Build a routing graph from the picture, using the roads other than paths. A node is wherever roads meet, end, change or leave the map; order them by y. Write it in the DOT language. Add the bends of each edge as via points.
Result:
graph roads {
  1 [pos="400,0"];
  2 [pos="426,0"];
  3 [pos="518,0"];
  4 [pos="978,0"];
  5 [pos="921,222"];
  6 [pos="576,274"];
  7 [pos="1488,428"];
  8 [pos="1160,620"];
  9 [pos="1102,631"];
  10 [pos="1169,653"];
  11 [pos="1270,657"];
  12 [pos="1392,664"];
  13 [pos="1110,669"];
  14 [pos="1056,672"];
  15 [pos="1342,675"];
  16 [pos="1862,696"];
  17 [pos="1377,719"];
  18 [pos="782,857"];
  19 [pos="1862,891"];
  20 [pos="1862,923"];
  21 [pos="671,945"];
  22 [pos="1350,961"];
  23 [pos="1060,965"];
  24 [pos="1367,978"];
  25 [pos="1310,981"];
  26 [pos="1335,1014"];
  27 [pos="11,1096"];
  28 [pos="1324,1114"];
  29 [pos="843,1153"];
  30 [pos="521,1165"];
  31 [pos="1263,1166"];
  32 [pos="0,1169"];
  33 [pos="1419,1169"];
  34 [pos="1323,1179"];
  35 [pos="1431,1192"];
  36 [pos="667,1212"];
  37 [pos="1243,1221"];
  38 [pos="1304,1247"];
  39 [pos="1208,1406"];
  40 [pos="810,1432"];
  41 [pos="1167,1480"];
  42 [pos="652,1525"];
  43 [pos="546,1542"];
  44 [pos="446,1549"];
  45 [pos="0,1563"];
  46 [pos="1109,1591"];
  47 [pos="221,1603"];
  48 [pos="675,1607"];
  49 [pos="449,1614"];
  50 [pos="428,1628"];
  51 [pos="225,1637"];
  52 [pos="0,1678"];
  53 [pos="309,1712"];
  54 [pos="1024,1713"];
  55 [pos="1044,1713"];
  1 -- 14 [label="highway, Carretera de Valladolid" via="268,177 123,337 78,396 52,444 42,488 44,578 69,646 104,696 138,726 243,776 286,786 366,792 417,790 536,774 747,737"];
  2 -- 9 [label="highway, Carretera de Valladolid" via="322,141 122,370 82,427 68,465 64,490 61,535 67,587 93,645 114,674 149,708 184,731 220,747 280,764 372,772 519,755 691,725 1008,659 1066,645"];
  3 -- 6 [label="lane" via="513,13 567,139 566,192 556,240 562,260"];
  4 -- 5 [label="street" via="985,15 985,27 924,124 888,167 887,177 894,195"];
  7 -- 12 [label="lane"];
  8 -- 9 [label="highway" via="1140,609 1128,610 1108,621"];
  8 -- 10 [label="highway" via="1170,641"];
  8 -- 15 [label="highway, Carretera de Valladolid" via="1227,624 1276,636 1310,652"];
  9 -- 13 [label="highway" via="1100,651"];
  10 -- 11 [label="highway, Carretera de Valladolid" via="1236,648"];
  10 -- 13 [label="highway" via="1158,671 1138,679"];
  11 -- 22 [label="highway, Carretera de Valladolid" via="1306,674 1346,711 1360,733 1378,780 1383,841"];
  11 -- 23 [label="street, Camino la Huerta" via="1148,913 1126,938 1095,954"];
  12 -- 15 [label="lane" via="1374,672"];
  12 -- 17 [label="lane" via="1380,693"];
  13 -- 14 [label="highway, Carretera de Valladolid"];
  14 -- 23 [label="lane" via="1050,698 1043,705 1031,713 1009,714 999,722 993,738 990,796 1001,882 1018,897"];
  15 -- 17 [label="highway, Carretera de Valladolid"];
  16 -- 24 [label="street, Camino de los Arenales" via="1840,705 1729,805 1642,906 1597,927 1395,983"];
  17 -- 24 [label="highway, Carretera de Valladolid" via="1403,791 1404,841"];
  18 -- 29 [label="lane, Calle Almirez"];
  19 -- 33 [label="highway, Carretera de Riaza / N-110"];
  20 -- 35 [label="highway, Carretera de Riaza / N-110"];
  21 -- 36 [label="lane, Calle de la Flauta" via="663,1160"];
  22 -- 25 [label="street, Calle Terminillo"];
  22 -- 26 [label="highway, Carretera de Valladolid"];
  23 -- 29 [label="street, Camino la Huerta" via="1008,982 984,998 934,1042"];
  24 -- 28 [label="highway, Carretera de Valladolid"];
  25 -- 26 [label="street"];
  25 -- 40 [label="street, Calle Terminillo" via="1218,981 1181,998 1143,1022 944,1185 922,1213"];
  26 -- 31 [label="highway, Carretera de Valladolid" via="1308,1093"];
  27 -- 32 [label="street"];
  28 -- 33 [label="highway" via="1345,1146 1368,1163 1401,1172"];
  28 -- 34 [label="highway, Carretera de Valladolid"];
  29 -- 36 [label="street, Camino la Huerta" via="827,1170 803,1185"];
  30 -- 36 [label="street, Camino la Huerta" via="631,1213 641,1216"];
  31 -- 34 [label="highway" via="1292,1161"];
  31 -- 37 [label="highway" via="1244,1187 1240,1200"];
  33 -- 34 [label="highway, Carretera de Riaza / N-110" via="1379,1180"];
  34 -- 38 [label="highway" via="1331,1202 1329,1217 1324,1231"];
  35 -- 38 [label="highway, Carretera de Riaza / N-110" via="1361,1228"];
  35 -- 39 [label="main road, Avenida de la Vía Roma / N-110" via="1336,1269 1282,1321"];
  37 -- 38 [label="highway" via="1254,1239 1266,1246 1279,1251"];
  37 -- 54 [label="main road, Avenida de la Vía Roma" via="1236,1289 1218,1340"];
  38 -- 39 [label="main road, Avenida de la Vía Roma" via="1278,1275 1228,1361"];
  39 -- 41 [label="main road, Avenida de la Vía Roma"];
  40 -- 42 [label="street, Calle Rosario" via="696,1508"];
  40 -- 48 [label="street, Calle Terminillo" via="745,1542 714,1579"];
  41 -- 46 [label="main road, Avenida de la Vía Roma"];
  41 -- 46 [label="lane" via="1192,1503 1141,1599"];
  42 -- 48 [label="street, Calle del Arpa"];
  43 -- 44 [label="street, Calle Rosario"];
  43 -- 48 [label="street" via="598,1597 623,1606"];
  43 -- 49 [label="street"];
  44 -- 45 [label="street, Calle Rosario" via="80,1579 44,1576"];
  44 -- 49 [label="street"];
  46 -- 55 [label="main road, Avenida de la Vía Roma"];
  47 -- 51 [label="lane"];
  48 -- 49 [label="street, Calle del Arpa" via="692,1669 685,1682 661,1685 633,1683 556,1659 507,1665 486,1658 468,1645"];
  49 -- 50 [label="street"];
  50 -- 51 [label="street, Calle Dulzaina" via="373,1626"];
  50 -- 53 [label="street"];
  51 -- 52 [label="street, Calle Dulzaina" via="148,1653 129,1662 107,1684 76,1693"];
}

#####

Counting only lines that hold the word "main", state how many the material contains, and add nothing.

6